Many speakers emphasised the strong influence of shareholder resolutions and institutional shareholder engagement in promoting what change had transpired in the U.S. Hefner, however, offered a counter-argument to this position, positing that the role of institutional investors in this arena is actually diminishing. While she nodded to the growing influence of Sustainable and Responsible Investment (SRI) in driving change, Hefner called out the non-participation of retail investors as the next frontier. “Individual investors have not demonstrated a willingness to put their money where their mouths are. They look for performance, with an agnostic view beyond that.” Hefner also highlighted the countervailing influence of inherently short-term hedge funds. So long as opposing winds buffet corporate boards, the stronger force will prevail.
One provocative argument arose at the conference, but did not yield broader exploration. Many speakers remarked on mounting evidence that board diversity leads to improved performance across a variety of measures, including return on equity, net income growth and the reduced likelihood that a company will have to restate earnings.
In this light, session moderator Paula Dwyer of the Bloomberg View asked New York City Comptroller Scott Stringer if pursuing board diversity would thus constitute a fiduciary duty on the part of corporate management. Stringer responded that it would, but did not pursue the notion further.
Irene Natividad, CEO of Corporate Women Directors International, presented in detail on the international dimension of board gender diversity.

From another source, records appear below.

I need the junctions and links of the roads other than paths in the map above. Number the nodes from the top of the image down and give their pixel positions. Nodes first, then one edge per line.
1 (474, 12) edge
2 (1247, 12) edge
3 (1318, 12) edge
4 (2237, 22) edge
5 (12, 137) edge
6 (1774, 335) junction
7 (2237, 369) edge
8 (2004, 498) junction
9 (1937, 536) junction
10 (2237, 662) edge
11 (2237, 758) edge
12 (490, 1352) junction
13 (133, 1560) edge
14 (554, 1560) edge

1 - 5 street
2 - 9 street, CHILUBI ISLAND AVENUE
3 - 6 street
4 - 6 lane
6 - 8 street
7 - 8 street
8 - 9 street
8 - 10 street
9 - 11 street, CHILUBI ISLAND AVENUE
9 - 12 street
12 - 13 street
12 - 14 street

Natividad provided data showing that while China and Japan account for a growing share of Fortune 100 companies, both countries perform at the bottom of the pack when it comes to women on boards. This situation is not inherently representative of emerging or non-Western economies, however: India has launched a veritable scramble among its corporations by mandating that all publicly traded companies have at least one woman on their boards.
Another more ethereal yet urgent thread ran through the conference, exploring what it really takes to drive fundamental change. In a variety of ways, speakers delved into the age-old truism that simply signing a policy statement doesn’t make the thing so.Many commented on what amounts to a crony mentality among decision-makers, and the human and interpersonal dynamics that ultimately produce genuine results. Speaker after speaker highlighted the tendency of corporate boards to recruit from among their own, existing networks, which tend to be “male, pale and stale.” (Speakers acknowledged corporate-governance champion Nell Minow for coining that pithy phrase.) Ultimately, a consensus emerged that change in board diversity – or in any aspect of corporate culture – can only come when it is embraced at the highest levels, and when decision makers actively choose to “fish in new ponds”, to work differently than they have before.
Debate will surely rage on as to the best mechanism by which to achieve said change. As things currently stand, said Laura Liswood, Secretary General of the Council of Women World Leaders, the current rate of change takes the Blanche Dubois approach: it relies on the kindness of strangers.
Sara Murphy is an independent consultant and analyst covering sustainability issues.